Wizz Air Holdings Plc experienced a notable share price decline on Friday, sliding 10.2% after funds run by Indigo Partners LLC sold 10 million ordinary shares in the budget carrier via an accelerated bookbuild. The placement was priced at 1,250 pence per share and produced gross proceeds of approximately 125 million for the selling funds.
The placement was carried out as a fixed-price placement to institutional investors, with Morgan Stanley & Co. International Plc and J.P. Morgan Securities Plc acting as joint bookrunners. According to the terms disclosed, the trade was expected to settle on or around March 3, subject to customary closing conditions.
Indigo Partners indicated that the sale was prompted by certain investors in its funds wishing to realise their investment after an extended holding period. The sellers named in the transaction were Indigo Hungary LP and Indigo Maple Hill LP.
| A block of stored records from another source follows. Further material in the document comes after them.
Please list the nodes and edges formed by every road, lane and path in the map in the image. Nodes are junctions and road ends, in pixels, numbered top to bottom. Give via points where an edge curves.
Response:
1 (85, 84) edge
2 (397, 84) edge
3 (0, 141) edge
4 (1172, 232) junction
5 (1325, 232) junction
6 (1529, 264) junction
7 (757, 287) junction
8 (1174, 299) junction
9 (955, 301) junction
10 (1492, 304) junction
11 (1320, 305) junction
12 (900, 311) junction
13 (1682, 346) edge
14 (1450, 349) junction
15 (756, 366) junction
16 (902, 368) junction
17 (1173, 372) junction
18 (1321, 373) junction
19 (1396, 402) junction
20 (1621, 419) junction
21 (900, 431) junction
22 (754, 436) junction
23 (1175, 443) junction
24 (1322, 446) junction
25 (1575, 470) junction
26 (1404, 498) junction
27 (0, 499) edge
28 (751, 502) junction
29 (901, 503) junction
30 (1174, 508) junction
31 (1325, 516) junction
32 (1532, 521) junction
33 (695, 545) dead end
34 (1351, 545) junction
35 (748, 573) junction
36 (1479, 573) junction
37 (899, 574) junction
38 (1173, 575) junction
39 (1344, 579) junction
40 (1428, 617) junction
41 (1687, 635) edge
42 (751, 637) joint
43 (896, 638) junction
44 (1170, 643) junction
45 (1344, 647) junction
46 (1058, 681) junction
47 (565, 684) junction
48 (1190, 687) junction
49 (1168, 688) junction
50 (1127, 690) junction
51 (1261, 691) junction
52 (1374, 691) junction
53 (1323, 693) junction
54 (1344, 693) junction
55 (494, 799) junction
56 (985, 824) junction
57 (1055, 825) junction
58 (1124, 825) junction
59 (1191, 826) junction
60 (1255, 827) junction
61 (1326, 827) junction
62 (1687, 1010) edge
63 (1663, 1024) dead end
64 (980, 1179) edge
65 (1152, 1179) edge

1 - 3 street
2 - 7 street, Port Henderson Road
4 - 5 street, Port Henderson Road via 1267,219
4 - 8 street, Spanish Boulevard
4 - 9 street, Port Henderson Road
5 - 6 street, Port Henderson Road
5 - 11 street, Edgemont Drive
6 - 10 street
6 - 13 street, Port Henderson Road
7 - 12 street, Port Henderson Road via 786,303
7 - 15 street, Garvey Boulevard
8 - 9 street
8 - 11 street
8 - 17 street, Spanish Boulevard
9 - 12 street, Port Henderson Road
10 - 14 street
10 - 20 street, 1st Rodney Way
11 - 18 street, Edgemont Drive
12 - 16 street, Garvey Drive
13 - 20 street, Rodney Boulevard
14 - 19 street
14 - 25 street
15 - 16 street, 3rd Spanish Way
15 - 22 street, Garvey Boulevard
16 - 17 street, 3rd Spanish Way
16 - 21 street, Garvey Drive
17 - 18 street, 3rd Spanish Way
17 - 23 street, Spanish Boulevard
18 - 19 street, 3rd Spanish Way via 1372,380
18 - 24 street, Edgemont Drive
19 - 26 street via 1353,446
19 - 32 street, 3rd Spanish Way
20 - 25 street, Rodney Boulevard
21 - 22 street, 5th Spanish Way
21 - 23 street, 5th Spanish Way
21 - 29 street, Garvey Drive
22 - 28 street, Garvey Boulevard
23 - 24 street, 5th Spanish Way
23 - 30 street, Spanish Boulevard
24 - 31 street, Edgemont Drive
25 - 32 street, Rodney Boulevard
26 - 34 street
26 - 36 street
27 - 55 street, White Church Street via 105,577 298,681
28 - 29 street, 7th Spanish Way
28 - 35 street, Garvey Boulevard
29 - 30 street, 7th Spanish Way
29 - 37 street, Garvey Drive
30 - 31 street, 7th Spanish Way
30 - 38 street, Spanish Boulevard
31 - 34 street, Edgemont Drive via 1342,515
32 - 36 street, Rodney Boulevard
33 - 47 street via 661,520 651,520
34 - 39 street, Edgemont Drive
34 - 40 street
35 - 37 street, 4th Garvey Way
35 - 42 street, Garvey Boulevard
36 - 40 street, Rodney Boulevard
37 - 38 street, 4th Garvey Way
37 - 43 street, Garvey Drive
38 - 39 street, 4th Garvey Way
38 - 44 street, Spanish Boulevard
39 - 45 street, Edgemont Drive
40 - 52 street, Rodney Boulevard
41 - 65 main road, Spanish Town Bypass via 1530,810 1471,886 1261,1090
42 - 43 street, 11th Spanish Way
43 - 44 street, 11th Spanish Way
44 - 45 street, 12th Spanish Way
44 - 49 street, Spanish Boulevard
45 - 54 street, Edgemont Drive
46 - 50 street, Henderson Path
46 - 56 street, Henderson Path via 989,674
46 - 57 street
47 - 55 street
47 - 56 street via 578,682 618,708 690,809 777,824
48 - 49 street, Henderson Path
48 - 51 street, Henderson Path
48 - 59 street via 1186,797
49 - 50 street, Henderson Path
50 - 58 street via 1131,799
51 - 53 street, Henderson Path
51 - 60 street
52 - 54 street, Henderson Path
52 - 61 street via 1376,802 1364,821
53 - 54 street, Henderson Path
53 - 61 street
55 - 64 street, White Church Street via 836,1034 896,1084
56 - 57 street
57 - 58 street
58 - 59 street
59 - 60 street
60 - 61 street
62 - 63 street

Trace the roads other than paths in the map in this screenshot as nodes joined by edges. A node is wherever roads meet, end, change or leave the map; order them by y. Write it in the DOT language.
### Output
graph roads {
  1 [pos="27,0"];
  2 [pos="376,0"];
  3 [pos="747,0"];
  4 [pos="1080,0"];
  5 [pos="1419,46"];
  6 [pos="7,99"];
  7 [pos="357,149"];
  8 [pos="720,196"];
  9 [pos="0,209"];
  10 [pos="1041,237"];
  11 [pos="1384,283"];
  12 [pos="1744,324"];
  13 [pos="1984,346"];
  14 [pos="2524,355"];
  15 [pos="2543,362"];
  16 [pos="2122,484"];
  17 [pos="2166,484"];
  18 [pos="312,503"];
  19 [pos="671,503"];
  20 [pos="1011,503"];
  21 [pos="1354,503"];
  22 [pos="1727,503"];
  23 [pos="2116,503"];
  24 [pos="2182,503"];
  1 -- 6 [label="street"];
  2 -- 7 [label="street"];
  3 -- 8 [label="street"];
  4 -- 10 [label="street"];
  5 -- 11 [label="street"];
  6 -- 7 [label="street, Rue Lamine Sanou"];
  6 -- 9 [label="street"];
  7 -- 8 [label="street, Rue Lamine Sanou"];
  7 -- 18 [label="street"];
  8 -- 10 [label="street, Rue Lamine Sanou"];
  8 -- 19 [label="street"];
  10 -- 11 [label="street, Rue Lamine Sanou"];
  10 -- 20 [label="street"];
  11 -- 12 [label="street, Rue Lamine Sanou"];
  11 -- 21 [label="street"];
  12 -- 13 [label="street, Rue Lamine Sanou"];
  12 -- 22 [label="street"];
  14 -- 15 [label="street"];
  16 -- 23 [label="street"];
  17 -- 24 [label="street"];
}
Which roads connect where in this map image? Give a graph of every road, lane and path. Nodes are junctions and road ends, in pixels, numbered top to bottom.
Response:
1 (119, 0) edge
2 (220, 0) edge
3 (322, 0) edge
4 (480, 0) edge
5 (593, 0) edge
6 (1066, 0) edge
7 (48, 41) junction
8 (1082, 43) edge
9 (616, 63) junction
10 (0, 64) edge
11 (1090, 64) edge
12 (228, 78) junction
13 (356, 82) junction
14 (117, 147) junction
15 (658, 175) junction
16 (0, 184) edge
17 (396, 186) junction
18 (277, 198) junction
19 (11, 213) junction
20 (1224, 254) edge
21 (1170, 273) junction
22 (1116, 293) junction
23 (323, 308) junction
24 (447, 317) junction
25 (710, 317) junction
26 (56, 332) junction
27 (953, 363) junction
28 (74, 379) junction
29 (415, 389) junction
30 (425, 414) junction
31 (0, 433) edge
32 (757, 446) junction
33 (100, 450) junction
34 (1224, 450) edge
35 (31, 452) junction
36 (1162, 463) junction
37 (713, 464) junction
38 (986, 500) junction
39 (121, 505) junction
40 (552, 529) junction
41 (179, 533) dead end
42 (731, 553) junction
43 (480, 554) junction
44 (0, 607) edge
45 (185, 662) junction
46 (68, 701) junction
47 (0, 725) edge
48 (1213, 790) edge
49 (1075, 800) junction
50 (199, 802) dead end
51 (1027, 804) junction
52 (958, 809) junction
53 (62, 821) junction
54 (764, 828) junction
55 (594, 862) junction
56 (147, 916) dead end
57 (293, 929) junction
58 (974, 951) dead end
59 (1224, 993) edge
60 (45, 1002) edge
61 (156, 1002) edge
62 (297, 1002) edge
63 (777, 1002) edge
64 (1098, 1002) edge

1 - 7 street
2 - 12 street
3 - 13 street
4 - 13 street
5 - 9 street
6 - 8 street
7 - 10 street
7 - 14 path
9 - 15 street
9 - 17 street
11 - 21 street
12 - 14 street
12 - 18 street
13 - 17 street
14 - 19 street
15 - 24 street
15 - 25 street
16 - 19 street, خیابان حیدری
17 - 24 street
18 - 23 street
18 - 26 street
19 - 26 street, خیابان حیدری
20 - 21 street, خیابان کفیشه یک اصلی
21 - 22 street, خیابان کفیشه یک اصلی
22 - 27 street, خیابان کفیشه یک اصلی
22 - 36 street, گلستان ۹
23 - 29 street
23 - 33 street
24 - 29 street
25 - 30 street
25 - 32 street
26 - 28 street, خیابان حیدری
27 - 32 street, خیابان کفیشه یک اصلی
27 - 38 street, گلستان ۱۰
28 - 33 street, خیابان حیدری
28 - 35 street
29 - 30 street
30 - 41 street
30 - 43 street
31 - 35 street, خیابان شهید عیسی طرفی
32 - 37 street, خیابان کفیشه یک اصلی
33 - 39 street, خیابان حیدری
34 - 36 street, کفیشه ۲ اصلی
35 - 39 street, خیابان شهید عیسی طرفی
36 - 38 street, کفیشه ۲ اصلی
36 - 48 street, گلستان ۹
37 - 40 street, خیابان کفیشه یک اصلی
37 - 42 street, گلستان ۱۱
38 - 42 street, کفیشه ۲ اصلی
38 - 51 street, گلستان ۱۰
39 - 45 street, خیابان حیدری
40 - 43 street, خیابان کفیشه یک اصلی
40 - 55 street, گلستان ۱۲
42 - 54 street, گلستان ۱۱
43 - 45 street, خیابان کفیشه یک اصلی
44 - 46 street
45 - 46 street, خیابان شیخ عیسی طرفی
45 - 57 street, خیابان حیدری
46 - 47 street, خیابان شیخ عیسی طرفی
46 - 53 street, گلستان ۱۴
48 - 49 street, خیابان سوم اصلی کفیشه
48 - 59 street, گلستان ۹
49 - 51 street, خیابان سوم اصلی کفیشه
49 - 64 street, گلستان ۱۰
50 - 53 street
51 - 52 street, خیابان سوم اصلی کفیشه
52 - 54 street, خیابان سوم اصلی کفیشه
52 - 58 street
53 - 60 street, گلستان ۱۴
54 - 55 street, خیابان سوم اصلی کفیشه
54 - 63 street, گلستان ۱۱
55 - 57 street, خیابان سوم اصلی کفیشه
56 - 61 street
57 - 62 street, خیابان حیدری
After the disposal, Indigo Hungary LP and Indigo Maple Hill LP will continue to hold 14,684,895 ordinary shares in Wizz Air, which represents about 14.2% of the company's issued ordinary share capital and voting rights. In addition to those ordinary shares, the sellers also retain convertible shares and convertible notes in Wizz Air; details on those instruments are set out in Wizz Air's 2025 Annual Report and Accounts and in subsequent regulatory filings.
It is important to note that no new shares were issued by Wizz Air as part of the transaction, and the airline itself will not receive any of the proceeds from the placement. The sale involved only shares held by the Indigo funds.
As part of the sale arrangement, Indigo Partners agreed to a 90-day restriction - a lock-up - under which it will not make additional sales of ordinary shares in Wizz Air without the consent of the joint bookrunners, subject to customary exceptions. The lock-up does, however, permit Indigo Partners to sell further shares to a private equity sponsor or strategic investor, provided that purchaser becomes subject to the same lock-up terms.
Context for markets
The transaction and the subsequent price movement were driven by a placement of existing shares held by Indigo-managed funds, rather than by a capital raise by Wizz Air. The sellers maintain a significant residual stake and hold other convertible instruments, and the sale included customary lock-up provisions and potential exceptions.